Prehistoric ‘Swiss Army knife’ used to spear enemies, scrape rocks and dig holes reveals complex tools emerged in East Asia 170,000 years ago

Monday, November 19, 2018
By Paul Martin

Levallois cores developed in Africa and Western Europe 300,000 years ago
Until now, this was not believed to have emerged in Asia until 40,000 years ago
Scientists say the carved stone tools are a sign of more-advanced tool-making

19 November 2018

A prehistoric ‘Swiss Army knife’ used to spear, slice, scrape or dig has been discovered in China.

The 170,000-year-old tool, known as a ‘Levallois stone’, is a sign of advanced tool-making and is considered the ‘multi-tool’ of the prehistoric world.

Levallois stones have previously been found in East Africa, and are thought to have first appeared around 300,000 years ago.

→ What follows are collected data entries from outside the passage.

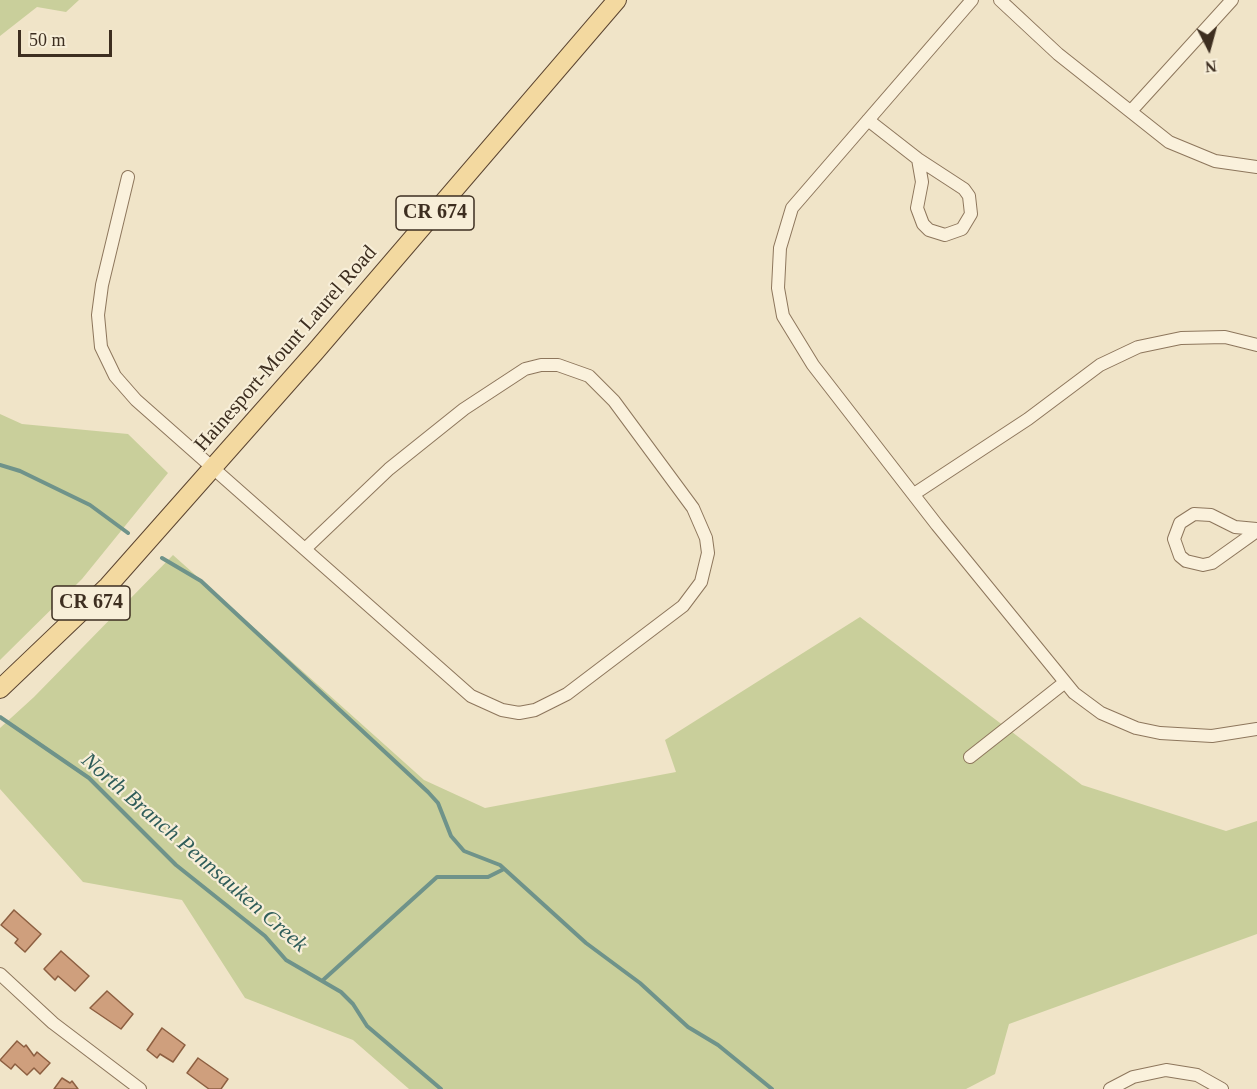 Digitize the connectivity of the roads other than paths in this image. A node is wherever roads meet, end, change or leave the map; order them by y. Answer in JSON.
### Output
{"nodes":[{"id":1,"x":617,"y":0,"type":"edge"},
{"id":2,"x":972,"y":0,"type":"edge"},
{"id":3,"x":1000,"y":0,"type":"edge"},
{"id":4,"x":1232,"y":0,"type":"edge"},
{"id":5,"x":1131,"y":111,"type":"junction"},
{"id":6,"x":868,"y":120,"type":"junction"},
{"id":7,"x":918,"y":159,"type":"junction"},
{"id":8,"x":1257,"y":167,"type":"edge"},
{"id":9,"x":128,"y":177,"type":"dead end"},
{"id":10,"x":1257,"y":345,"type":"edge"},
{"id":11,"x":214,"y":466,"type":"junction"},
{"id":12,"x":914,"y":494,"type":"junction"},
{"id":13,"x":1257,"y":530,"type":"edge"},
{"id":14,"x":305,"y":549,"type":"junction"},
{"id":15,"x":1064,"y":683,"type":"junction"},
{"id":16,"x":0,"y":689,"type":"edge"},
{"id":17,"x":1257,"y":729,"type":"edge"},
{"id":18,"x":970,"y":756,"type":"dead end"},
{"id":19,"x":0,"y":974,"type":"edge"},
{"id":20,"x":140,"y":1089,"type":"edge"},
{"id":21,"x":1110,"y":1089,"type":"edge"},
{"id":22,"x":1222,"y":1089,"type":"edge"}],
"edges":[{"from":1,"to":11,"type":"main road","name":"Hainesport-Mount Laurel Road","number":"CR 674"},
{"from":2,"to":6,"type":"street"},
{"from":3,"to":5,"type":"street"},
{"from":4,"to":5,"type":"street"},
{"from":5,"to":8,"type":"street"},
{"from":6,"to":7,"type":"street"},
{"from":6,"to":12,"type":"street"},
{"from":7,"to":7,"type":"street"},
{"from":9,"to":11,"type":"street"},
{"from":10,"to":12,"type":"street"},
{"from":11,"to":14,"type":"street"},
{"from":11,"to":16,"type":"main road","name":"Hainesport-Mount Laurel Road","number":"CR 674"},
{"from":12,"to":15,"type":"street"},
{"from":13,"to":13,"type":"street"},
{"from":14,"to":14,"type":"street"},
{"from":15,"to":17,"type":"street"},
{"from":15,"to":18,"type":"street"},
{"from":19,"to":20,"type":"street"},
{"from":21,"to":22,"type":"street"}]} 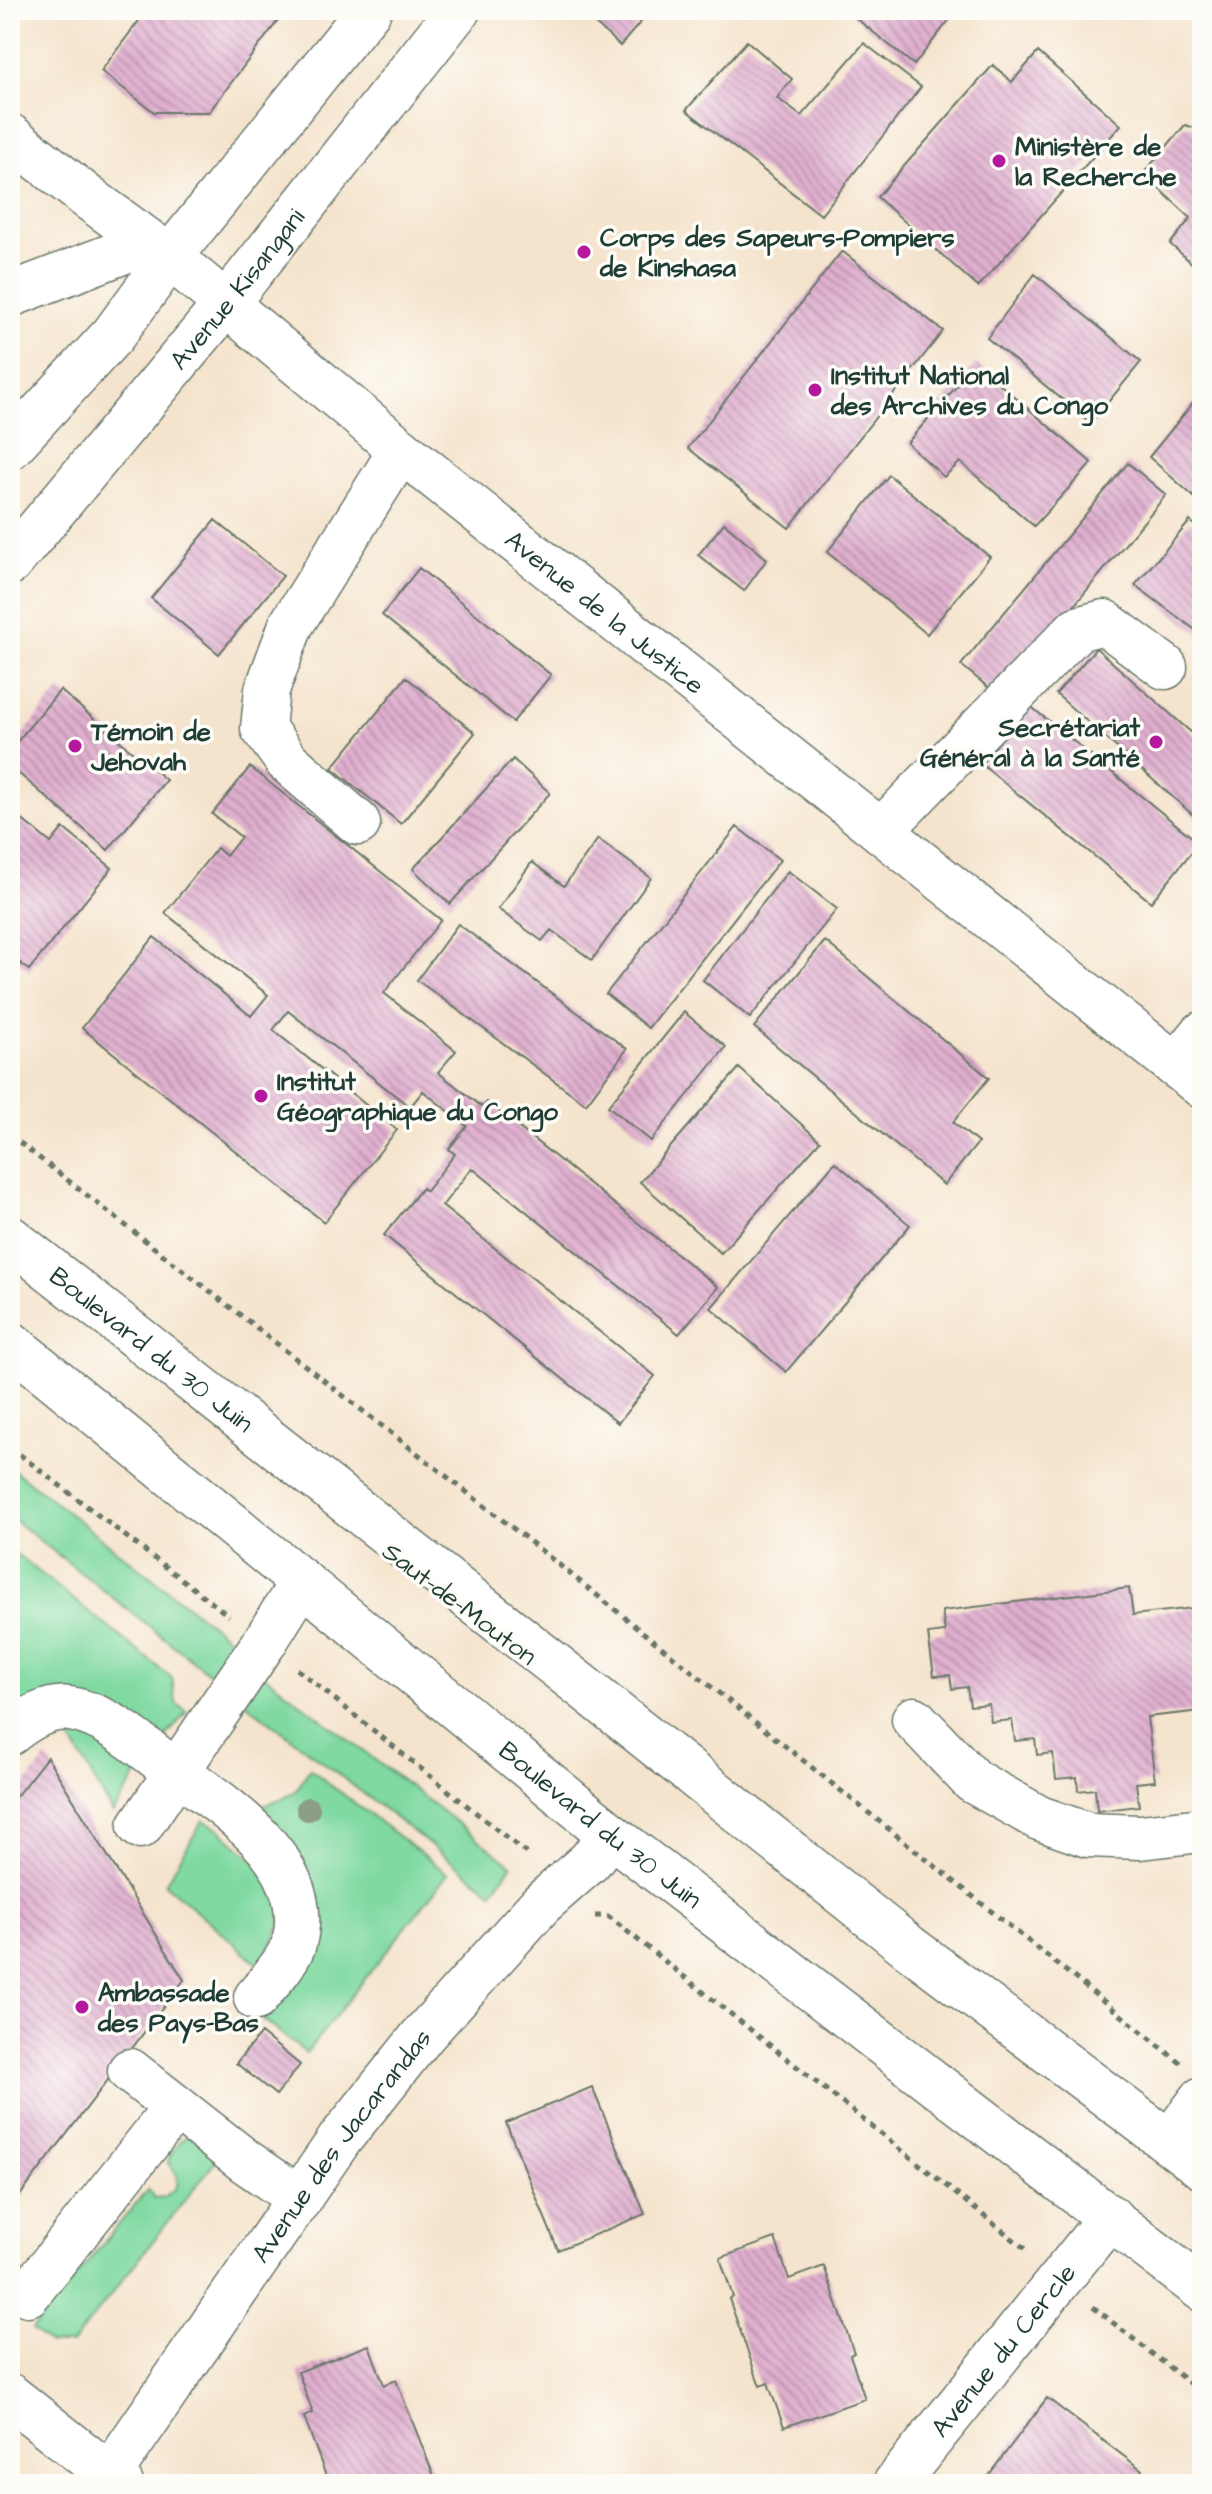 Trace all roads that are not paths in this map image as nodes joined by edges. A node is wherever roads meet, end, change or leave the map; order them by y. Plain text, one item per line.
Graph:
1 (369, 10) edge
2 (458, 10) edge
3 (10, 136) edge
4 (159, 249) junction
5 (10, 295) edge
6 (225, 305) junction
7 (10, 447) edge
8 (401, 450) junction
9 (10, 563) edge
10 (1165, 667) dead end
11 (358, 823) dead end
12 (881, 831) junction
13 (1193, 1062) edge
14 (10, 1238) edge
15 (10, 1258) edge
16 (10, 1327) edge
17 (10, 1343) edge
18 (302, 1582) junction
19 (914, 1719) dead end
20 (10, 1733) edge
21 (175, 1771) junction
22 (140, 1826) dead end
23 (1202, 1830) edge
24 (610, 1834) junction
25 (909, 1947) junction
26 (256, 1998) dead end
27 (861, 2025) junction
28 (130, 2071) dead end
29 (1196, 2085) edge
30 (176, 2107) junction
31 (1186, 2154) edge
32 (300, 2199) junction
33 (1110, 2217) junction
34 (1202, 2289) edge
35 (28, 2294) dead end
36 (10, 2396) edge
37 (111, 2481) edge
38 (895, 2484) edge

1 - 4 main road
2 - 6 main road, Avenue Kisangani
3 - 4 main road, Avenue de la Justice
4 - 5 main road
4 - 6 main road, Avenue de la Justice
4 - 7 main road
6 - 8 main road, Avenue de la Justice
6 - 9 main road, Avenue Kisangani
8 - 11 main road
8 - 12 main road, Avenue de la Justice
10 - 12 main road
12 - 13 main road, Avenue de la Justice
14 - 25 main road, Boulevard du 30 Juin
15 - 25 main road, Saut-de-Mouton
16 - 27 main road
17 - 18 main road, Boulevard du 30 Juin
18 - 21 main road
18 - 24 main road, Boulevard du 30 Juin
19 - 23 main road
20 - 21 main road
21 - 22 main road
21 - 26 main road
24 - 27 main road, Boulevard du 30 Juin
24 - 32 main road, Avenue des Jacarandas
25 - 31 main road, Boulevard du 30 Juin
27 - 33 main road, Boulevard du 30 Juin
28 - 30 main road
29 - 31 main road
30 - 32 main road
30 - 35 main road
32 - 37 main road, Avenue des Jacarandas
33 - 34 main road, Boulevard du 30 Juin
33 - 38 main road, Avenue du Cercle
36 - 37 main road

Scientists had thought that this level of sophisticated tool making didn’t emerge in East Asia until 40,000 years ago, but the new find pushes this figure back by 130,000 years.

Levallois cores developed in Africa and Western Europe as far back as 300,000 years ago.

However, until now, this technology was not believed to have emerged in East Asia until 30,000 to 40,000 years ago.

Researchers believe people in Asia developed Levallois cores independently, according to the paper published in Nature.

‘It used to be thought that Levallois cores came to China relatively recently with modern humans,’ said author Ben Marwick, a University of Washington associate professor of anthropology.

‘Our work reveals the complexity and adaptability of people there that is equivalent to elsewhere in the world. It shows the diversity of the human experience’, he said.